Haslina Taib: BAG Networks CEO. Picture: BT/Raul Padernal

Friday, October 16, 2009

BAG Networks is considering entering into a collaboration with local information technology companies to address the local IT sector's manpower problem, one of the factors holding back Brunei's e-government drive.

Neo Boon Sen Glenn, BAG Networks' head of business development, said the idea was to collaborate with the IT business community to prepare for human capacity constraints that may likely surface when authorities begin implementing e-government projects in the future.

"We may go through programmes with other companies like staff rotation, where we trade staff with one another so as to say, 'you are doing customs work, we are doing finance work'... and through that the industry will become stronger. It will help the government to achieve its aspirations," Glenn told reporters following the Think Big National Technology Forum at the Empire Hotel & Country Club yesterday.

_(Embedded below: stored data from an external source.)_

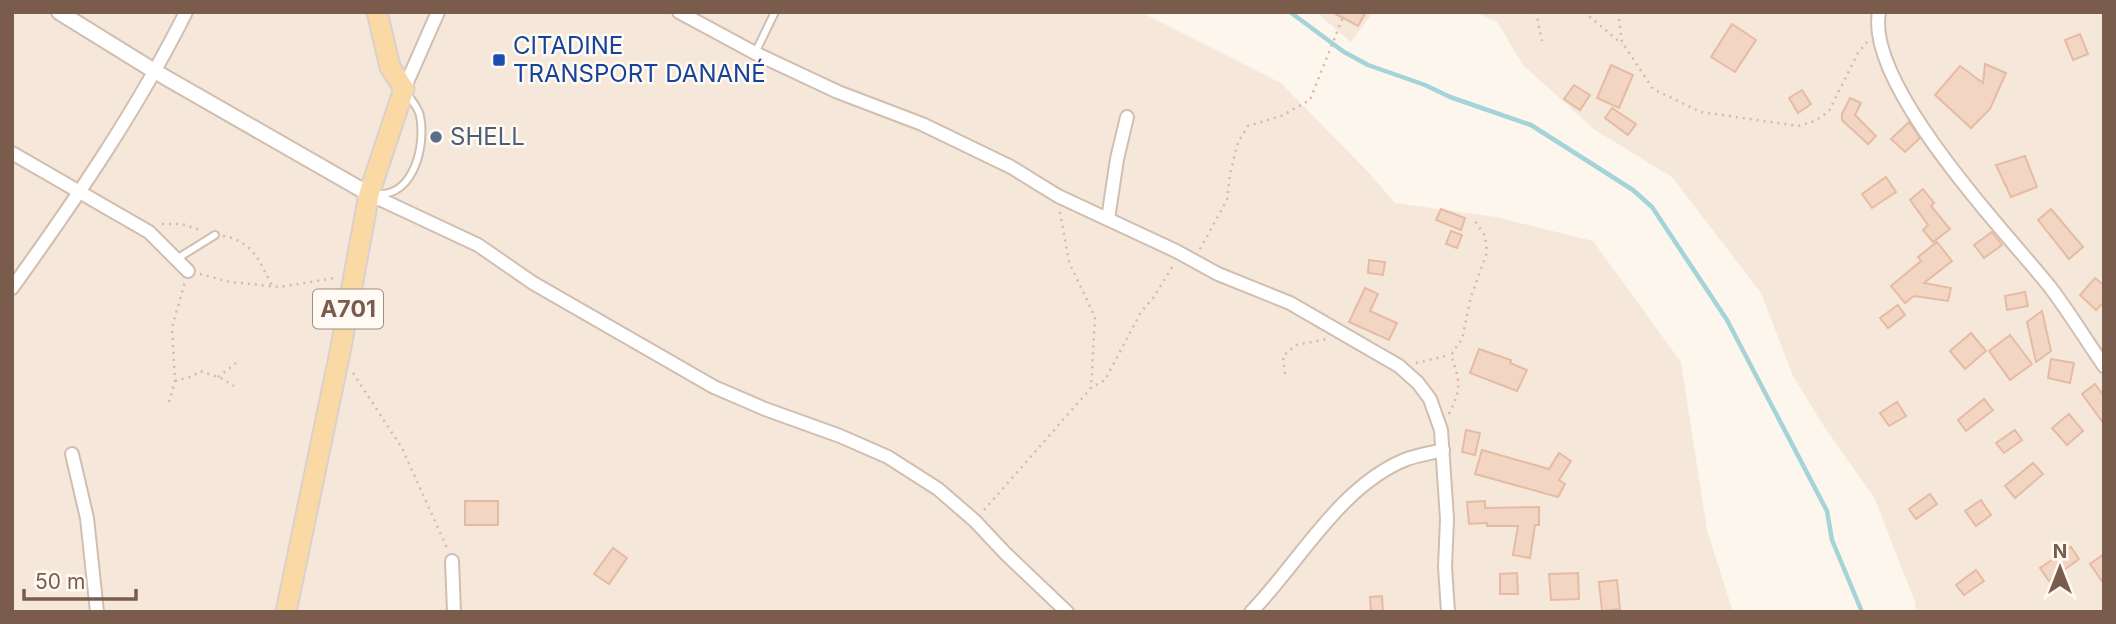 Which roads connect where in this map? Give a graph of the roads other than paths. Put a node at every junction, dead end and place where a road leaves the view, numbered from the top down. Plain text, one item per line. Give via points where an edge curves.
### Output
1 (59, 12) edge
2 (186, 12) edge
3 (377, 12) edge
4 (438, 12) edge
5 (679, 12) edge
6 (775, 12) edge
7 (1879, 12) edge
8 (755, 53) junction
9 (156, 72) junction
10 (404, 89) junction
11 (1127, 117) dead end
12 (12, 153) edge
13 (80, 194) junction
14 (369, 194) junction
15 (1108, 219) junction
16 (215, 235) dead end
17 (178, 258) junction
18 (188, 271) road end
19 (12, 288) edge
20 (2104, 366) edge
21 (1443, 450) junction
22 (72, 454) dead end
23 (453, 561) road end
24 (97, 612) edge
25 (286, 612) edge
26 (454, 612) edge
27 (1067, 612) edge
28 (1251, 612) edge
29 (1448, 612) edge

1 - 9 street
2 - 9 street
3 - 10 main road via 390,67
4 - 10 street
5 - 8 street
6 - 8 lane
7 - 20 street via 1881,49 1903,96 1957,176 2051,289
8 - 15 street via 922,124
9 - 13 street
9 - 14 street
10 - 14 main road, A701
10 - 14 lane via 420,113 420,152 404,183 387,195
11 - 15 street
12 - 13 street
13 - 17 street via 149,232
13 - 19 street
14 - 25 main road, A701
14 - 27 street via 478,245 533,283 714,387 888,457 938,489 975,521
15 - 21 street via 1218,274 1290,303 1399,366 1430,399
16 - 17 lane
17 - 18 street
21 - 28 street via 1407,459 1362,487
21 - 29 street
22 - 24 street via 87,518
23 - 26 street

"The key thing is, we're not trying to corner the market. Human capacity is a big problem in Brunei. If you do a quick check on the number of Universiti Brunei Darussalam IT graduates this year you will know what I mean. It's so hard to even hire people.

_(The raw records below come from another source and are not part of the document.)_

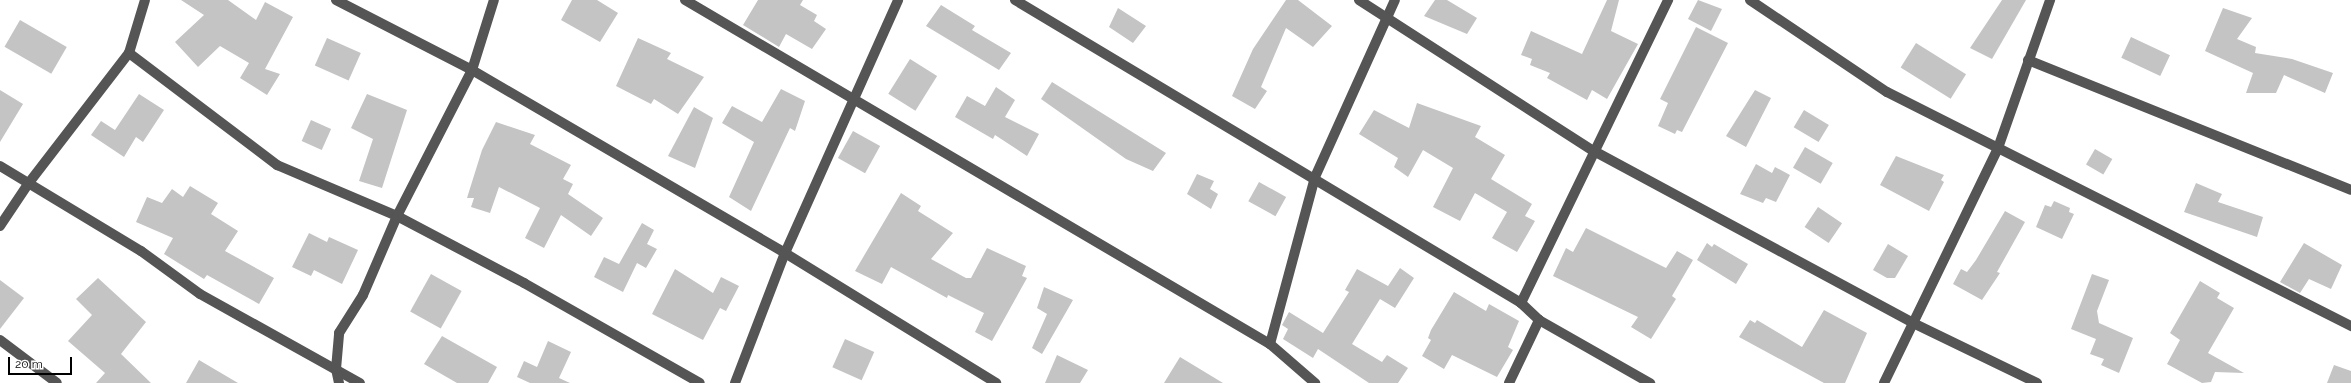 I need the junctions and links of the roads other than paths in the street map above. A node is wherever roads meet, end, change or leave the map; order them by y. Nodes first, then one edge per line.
1 (145, 0) edge
2 (336, 0) edge
3 (494, 0) edge
4 (685, 0) edge
5 (898, 0) edge
6 (1015, 0) edge
7 (1359, 0) edge
8 (1395, 0) edge
9 (1668, 0) edge
10 (1750, 0) edge
11 (2050, 0) edge
12 (1390, 17) junction
13 (129, 53) junction
14 (2028, 60) junction
15 (472, 70) junction
16 (853, 97) junction
17 (1998, 148) junction
18 (1592, 150) junction
19 (0, 166) edge
20 (1315, 177) junction
21 (28, 184) junction
22 (2351, 190) edge
23 (397, 216) junction
24 (0, 226) edge
25 (785, 253) junction
26 (1521, 303) junction
27 (1539, 320) junction
28 (1911, 322) junction
29 (2351, 326) edge
30 (0, 340) edge
31 (1270, 344) junction
32 (336, 369) junction
33 (57, 383) edge
34 (339, 383) edge
35 (360, 383) edge
36 (700, 383) edge
37 (735, 383) edge
38 (996, 383) edge
39 (1315, 383) edge
40 (1509, 383) edge
41 (1650, 383) edge
42 (1884, 383) edge
43 (2037, 383) edge

1 - 13 street
2 - 15 street
3 - 15 street
4 - 16 street
5 - 16 street
6 - 20 street
7 - 12 street
8 - 12 street
9 - 18 street
10 - 17 street
11 - 14 street
12 - 18 street
12 - 20 street
13 - 21 street
13 - 23 street
14 - 17 street
14 - 22 street
15 - 23 street
15 - 25 street
16 - 25 street
16 - 31 street
17 - 28 street
17 - 29 street
18 - 26 street
18 - 28 street
19 - 21 street
20 - 26 street
20 - 31 street
21 - 24 street
21 - 32 street
23 - 32 street
23 - 36 street
25 - 37 street
25 - 38 street
26 - 27 street
27 - 40 street
27 - 41 street
28 - 42 street
28 - 43 street
30 - 33 street
31 - 39 street
32 - 34 street
32 - 35 street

"There's no way that one company can help the government achieve its aspirations. It has to be the entire industry," he added.

Numerous IT companies are already working on collaboration with BAG Networks, one of the country's biggest and leading vendors implementing e-government projects.

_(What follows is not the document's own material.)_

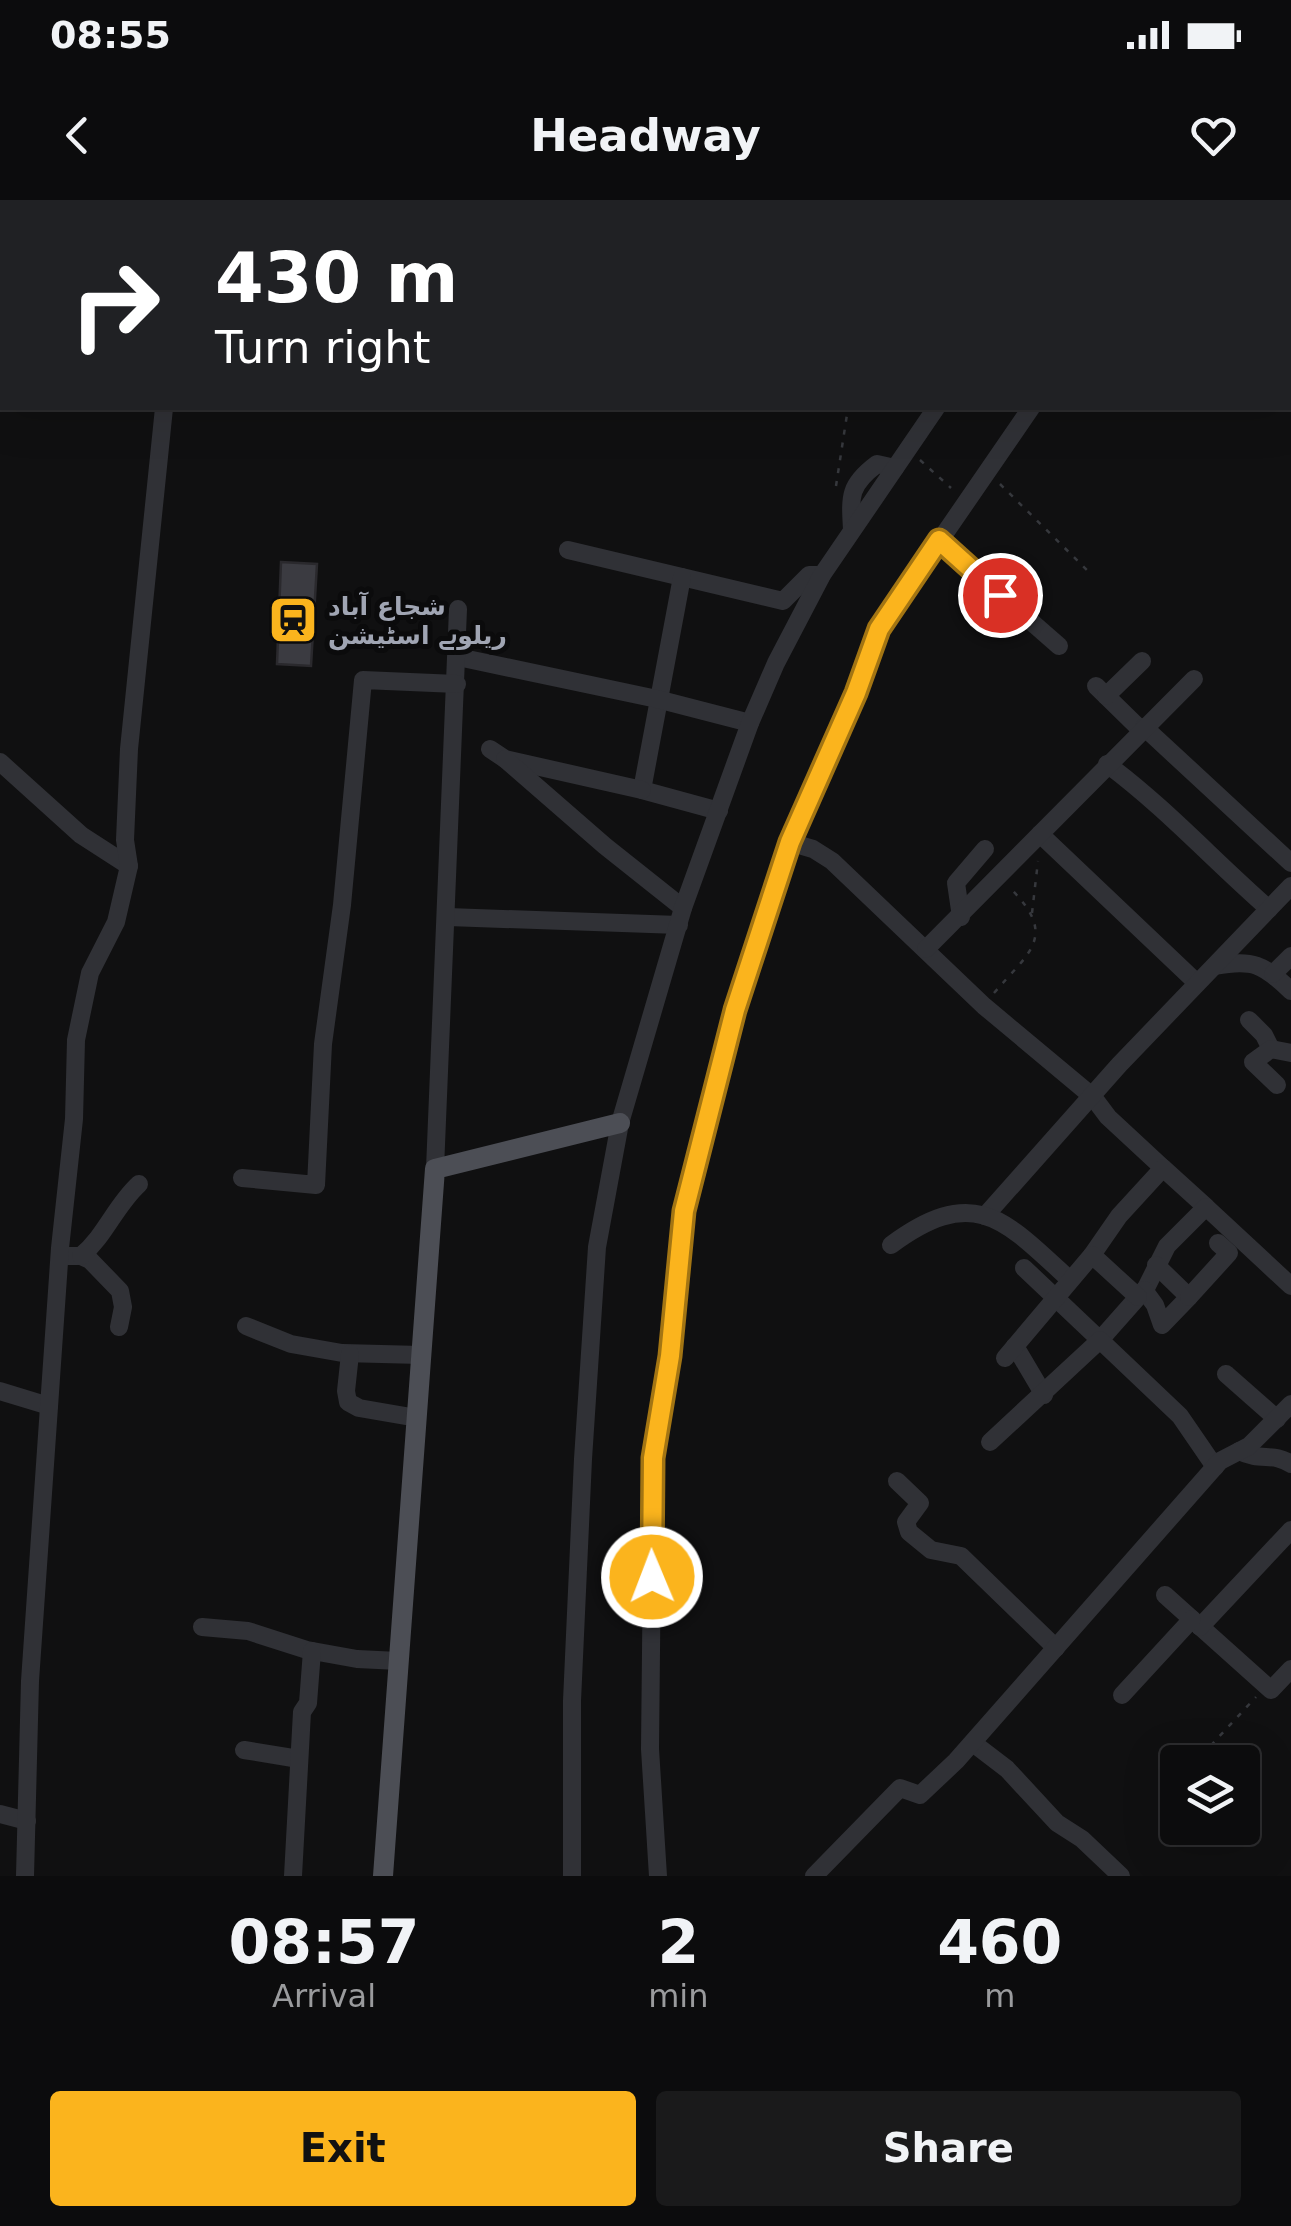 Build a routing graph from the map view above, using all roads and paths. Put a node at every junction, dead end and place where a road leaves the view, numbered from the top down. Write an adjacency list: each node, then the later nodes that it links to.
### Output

BAG Chief Executive Haslina Hj Mohd Taib said the company will leverage on this by making sub-contracting open to more parties to effectively gather all of Brunei's workforce, rather than "fight with each other".

Haslina, who was one of the panelists for a discussion entitled "E-Government: Bridging the Gap" during yesterday's forum, said stakeholders need to keep moving to close the gap between design and reality in the e-government implementation process.

"When you worry so much about the input, output, and costs rather than looking at the key performance indicators what you really need to achieve then your problem becomes much more of a territorial problem rather than something that you're doing for the benefit of the citizens," she said.

At BAG Networks, she said, "we no longer wait for the tender process, we're doing it."

"Glenn and I think we don't have much time. We both built our reputation from the number of services that we've produced, but we can't keep sitting down and worrying about how it didn't work. Obviously we are a corporation, our profitability is at stake, we have both Accenture and the government departments wanting us to produce X amount of profit. But the way we want to do it is actually a long-term journey."